* Goal of the exercise *
All entries must be extracted exactly, with nothing added or dropped.

[Extracted data entries]

Segment Open

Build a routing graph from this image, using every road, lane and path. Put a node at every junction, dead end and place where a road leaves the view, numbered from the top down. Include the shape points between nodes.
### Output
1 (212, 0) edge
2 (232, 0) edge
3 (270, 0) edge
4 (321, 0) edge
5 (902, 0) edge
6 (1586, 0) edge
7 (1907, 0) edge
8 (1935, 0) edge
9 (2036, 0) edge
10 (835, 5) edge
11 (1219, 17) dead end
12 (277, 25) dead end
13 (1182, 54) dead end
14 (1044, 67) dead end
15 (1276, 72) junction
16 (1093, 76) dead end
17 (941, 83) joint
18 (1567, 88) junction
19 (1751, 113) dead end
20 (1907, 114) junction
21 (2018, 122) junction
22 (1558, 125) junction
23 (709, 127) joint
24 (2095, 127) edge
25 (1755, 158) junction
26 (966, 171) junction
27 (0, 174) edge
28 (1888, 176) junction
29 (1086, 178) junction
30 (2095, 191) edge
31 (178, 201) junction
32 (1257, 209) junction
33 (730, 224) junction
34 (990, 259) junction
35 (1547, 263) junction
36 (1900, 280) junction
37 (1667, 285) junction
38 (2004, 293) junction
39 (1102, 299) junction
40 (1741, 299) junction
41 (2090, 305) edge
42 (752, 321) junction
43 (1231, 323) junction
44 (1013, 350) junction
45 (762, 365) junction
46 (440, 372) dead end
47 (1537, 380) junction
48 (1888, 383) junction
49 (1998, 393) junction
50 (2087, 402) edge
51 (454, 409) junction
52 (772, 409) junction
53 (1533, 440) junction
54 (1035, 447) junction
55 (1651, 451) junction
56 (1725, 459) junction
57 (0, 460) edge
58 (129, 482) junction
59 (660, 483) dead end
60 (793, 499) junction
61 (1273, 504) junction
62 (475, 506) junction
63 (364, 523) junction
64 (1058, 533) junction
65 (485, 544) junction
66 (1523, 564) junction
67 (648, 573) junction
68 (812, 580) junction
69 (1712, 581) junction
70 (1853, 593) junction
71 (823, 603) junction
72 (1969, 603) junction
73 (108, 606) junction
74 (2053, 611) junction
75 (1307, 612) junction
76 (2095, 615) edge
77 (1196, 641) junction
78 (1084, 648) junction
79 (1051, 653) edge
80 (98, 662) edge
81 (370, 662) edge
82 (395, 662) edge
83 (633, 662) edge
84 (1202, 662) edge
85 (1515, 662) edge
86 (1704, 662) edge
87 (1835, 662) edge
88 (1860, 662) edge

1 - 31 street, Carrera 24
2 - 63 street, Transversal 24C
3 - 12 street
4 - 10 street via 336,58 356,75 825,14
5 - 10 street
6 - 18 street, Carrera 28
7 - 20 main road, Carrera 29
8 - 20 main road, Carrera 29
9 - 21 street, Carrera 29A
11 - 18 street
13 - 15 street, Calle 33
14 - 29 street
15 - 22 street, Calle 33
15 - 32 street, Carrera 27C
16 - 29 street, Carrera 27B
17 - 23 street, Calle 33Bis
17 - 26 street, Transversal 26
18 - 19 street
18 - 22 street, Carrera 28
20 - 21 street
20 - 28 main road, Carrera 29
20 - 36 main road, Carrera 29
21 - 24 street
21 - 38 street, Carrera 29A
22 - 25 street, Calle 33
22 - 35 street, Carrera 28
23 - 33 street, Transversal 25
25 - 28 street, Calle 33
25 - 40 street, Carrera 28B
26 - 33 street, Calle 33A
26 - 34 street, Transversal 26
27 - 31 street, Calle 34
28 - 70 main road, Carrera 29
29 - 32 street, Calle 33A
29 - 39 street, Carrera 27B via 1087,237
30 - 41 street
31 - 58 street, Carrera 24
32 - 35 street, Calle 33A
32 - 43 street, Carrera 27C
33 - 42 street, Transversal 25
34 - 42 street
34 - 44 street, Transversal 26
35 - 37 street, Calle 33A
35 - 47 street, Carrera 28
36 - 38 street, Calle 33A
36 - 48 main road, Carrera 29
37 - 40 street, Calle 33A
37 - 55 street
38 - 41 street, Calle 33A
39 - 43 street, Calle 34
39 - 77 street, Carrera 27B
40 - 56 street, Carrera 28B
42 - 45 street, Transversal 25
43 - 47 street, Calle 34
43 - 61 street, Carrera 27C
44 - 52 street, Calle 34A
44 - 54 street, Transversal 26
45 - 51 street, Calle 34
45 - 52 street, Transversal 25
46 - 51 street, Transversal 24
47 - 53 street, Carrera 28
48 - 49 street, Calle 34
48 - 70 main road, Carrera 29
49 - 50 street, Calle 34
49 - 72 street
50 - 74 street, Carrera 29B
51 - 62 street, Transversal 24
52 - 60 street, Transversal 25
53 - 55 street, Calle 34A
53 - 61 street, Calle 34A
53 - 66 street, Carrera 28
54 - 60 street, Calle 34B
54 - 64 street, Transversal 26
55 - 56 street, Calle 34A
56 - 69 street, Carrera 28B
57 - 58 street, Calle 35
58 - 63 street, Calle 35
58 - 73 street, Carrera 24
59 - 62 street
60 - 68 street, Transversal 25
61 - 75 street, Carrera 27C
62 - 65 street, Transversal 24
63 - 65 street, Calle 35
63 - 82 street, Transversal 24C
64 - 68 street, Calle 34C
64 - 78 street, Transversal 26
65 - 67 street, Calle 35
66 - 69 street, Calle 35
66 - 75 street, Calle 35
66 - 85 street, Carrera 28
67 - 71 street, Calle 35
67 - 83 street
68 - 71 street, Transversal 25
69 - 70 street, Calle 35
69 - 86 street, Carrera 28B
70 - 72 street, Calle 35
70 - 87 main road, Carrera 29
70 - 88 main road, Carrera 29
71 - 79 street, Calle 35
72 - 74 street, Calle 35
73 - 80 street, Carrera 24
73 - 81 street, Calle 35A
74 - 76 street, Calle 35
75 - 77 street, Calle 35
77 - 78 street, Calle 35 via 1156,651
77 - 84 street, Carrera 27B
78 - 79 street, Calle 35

Segment Closed

* Exercise solution *
Build a routing graph from this image, using every road, lane and path. Put a node at every junction, dead end and place where a road leaves the view, numbered from the top down. Include the shape points between nodes.
### Output
1 (212, 0) edge
2 (232, 0) edge
3 (270, 0) edge
4 (321, 0) edge
5 (902, 0) edge
6 (1586, 0) edge
7 (1907, 0) edge
8 (1935, 0) edge
9 (2036, 0) edge
10 (835, 5) edge
11 (1219, 17) dead end
12 (277, 25) dead end
13 (1182, 54) dead end
14 (1044, 67) dead end
15 (1276, 72) junction
16 (1093, 76) dead end
17 (941, 83) joint
18 (1567, 88) junction
19 (1751, 113) dead end
20 (1907, 114) junction
21 (2018, 122) junction
22 (1558, 125) junction
23 (709, 127) joint
24 (2095, 127) edge
25 (1755, 158) junction
26 (966, 171) junction
27 (0, 174) edge
28 (1888, 176) junction
29 (1086, 178) junction
30 (2095, 191) edge
31 (178, 201) junction
32 (1257, 209) junction
33 (730, 224) junction
34 (990, 259) junction
35 (1547, 263) junction
36 (1900, 280) junction
37 (1667, 285) junction
38 (2004, 293) junction
39 (1102, 299) junction
40 (1741, 299) junction
41 (2090, 305) edge
42 (752, 321) junction
43 (1231, 323) junction
44 (1013, 350) junction
45 (762, 365) junction
46 (440, 372) dead end
47 (1537, 380) junction
48 (1888, 383) junction
49 (1998, 393) junction
50 (2087, 402) edge
51 (454, 409) junction
52 (772, 409) junction
53 (1533, 440) junction
54 (1035, 447) junction
55 (1651, 451) junction
56 (1725, 459) junction
57 (0, 460) edge
58 (129, 482) junction
59 (660, 483) dead end
60 (793, 499) junction
61 (1273, 504) junction
62 (475, 506) junction
63 (364, 523) junction
64 (1058, 533) junction
65 (485, 544) junction
66 (1523, 564) junction
67 (648, 573) junction
68 (812, 580) junction
69 (1712, 581) junction
70 (1853, 593) junction
71 (823, 603) junction
72 (1969, 603) junction
73 (108, 606) junction
74 (2053, 611) junction
75 (1307, 612) junction
76 (2095, 615) edge
77 (1196, 641) junction
78 (1084, 648) junction
79 (1051, 653) edge
80 (98, 662) edge
81 (370, 662) edge
82 (395, 662) edge
83 (633, 662) edge
84 (1202, 662) edge
85 (1515, 662) edge
86 (1704, 662) edge
87 (1835, 662) edge
88 (1860, 662) edge

1 - 31 street, Carrera 24
2 - 63 street, Transversal 24C
3 - 12 street
4 - 10 street via 336,58 356,75 825,14
5 - 10 street
6 - 18 street, Carrera 28
7 - 20 main road, Carrera 29
8 - 20 main road, Carrera 29
9 - 21 street, Carrera 29A
11 - 18 street
13 - 15 street, Calle 33
14 - 29 street
15 - 22 street, Calle 33
15 - 32 street, Carrera 27C
16 - 29 street, Carrera 27B
17 - 23 street, Calle 33Bis
17 - 26 street, Transversal 26
18 - 19 street
18 - 22 street, Carrera 28
20 - 21 street
20 - 28 main road, Carrera 29
20 - 36 main road, Carrera 29
21 - 24 street
21 - 38 street, Carrera 29A
22 - 25 street, Calle 33
22 - 35 street, Carrera 28
23 - 33 street, Transversal 25
25 - 28 street, Calle 33
25 - 40 street, Carrera 28B
26 - 33 street, Calle 33A
26 - 34 street, Transversal 26
27 - 31 street, Calle 34
28 - 70 main road, Carrera 29
29 - 32 street, Calle 33A
29 - 39 street, Carrera 27B via 1087,237
30 - 41 street
31 - 58 street, Carrera 24
32 - 35 street, Calle 33A
32 - 43 street, Carrera 27C
33 - 42 street, Transversal 25
34 - 42 street
34 - 44 street, Transversal 26
35 - 37 street, Calle 33A
35 - 47 street, Carrera 28
36 - 38 street, Calle 33A
36 - 48 main road, Carrera 29
37 - 40 street, Calle 33A
37 - 55 street
38 - 41 street, Calle 33A
39 - 43 street, Calle 34
39 - 77 street, Carrera 27B
40 - 56 street, Carrera 28B
42 - 45 street, Transversal 25
43 - 47 street, Calle 34
43 - 61 street, Carrera 27C
44 - 52 street, Calle 34A
44 - 54 street, Transversal 26
45 - 51 street, Calle 34
45 - 52 street, Transversal 25
46 - 51 street, Transversal 24
47 - 53 street, Carrera 28
48 - 49 street, Calle 34
48 - 70 main road, Carrera 29
49 - 50 street, Calle 34
49 - 72 street
50 - 74 street, Carrera 29B
51 - 62 street, Transversal 24
52 - 60 street, Transversal 25
53 - 55 street, Calle 34A
53 - 61 street, Calle 34A
53 - 66 street, Carrera 28
54 - 60 street, Calle 34B
54 - 64 street, Transversal 26
55 - 56 street, Calle 34A
56 - 69 street, Carrera 28B
57 - 58 street, Calle 35
58 - 63 street, Calle 35
58 - 73 street, Carrera 24
59 - 62 street
60 - 68 street, Transversal 25
61 - 75 street, Carrera 27C
62 - 65 street, Transversal 24
63 - 65 street, Calle 35
63 - 82 street, Transversal 24C
64 - 68 street, Calle 34C
64 - 78 street, Transversal 26
65 - 67 street, Calle 35
66 - 69 street, Calle 35
66 - 75 street, Calle 35
66 - 85 street, Carrera 28
67 - 71 street, Calle 35
67 - 83 street
68 - 71 street, Transversal 25
69 - 70 street, Calle 35
69 - 86 street, Carrera 28B
70 - 72 street, Calle 35
70 - 87 main road, Carrera 29
70 - 88 main road, Carrera 29
71 - 79 street, Calle 35
72 - 74 street, Calle 35
73 - 80 street, Carrera 24
73 - 81 street, Calle 35A
74 - 76 street, Calle 35
75 - 77 street, Calle 35
77 - 78 street, Calle 35 via 1156,651
77 - 84 street, Carrera 27B
78 - 79 street, Calle 35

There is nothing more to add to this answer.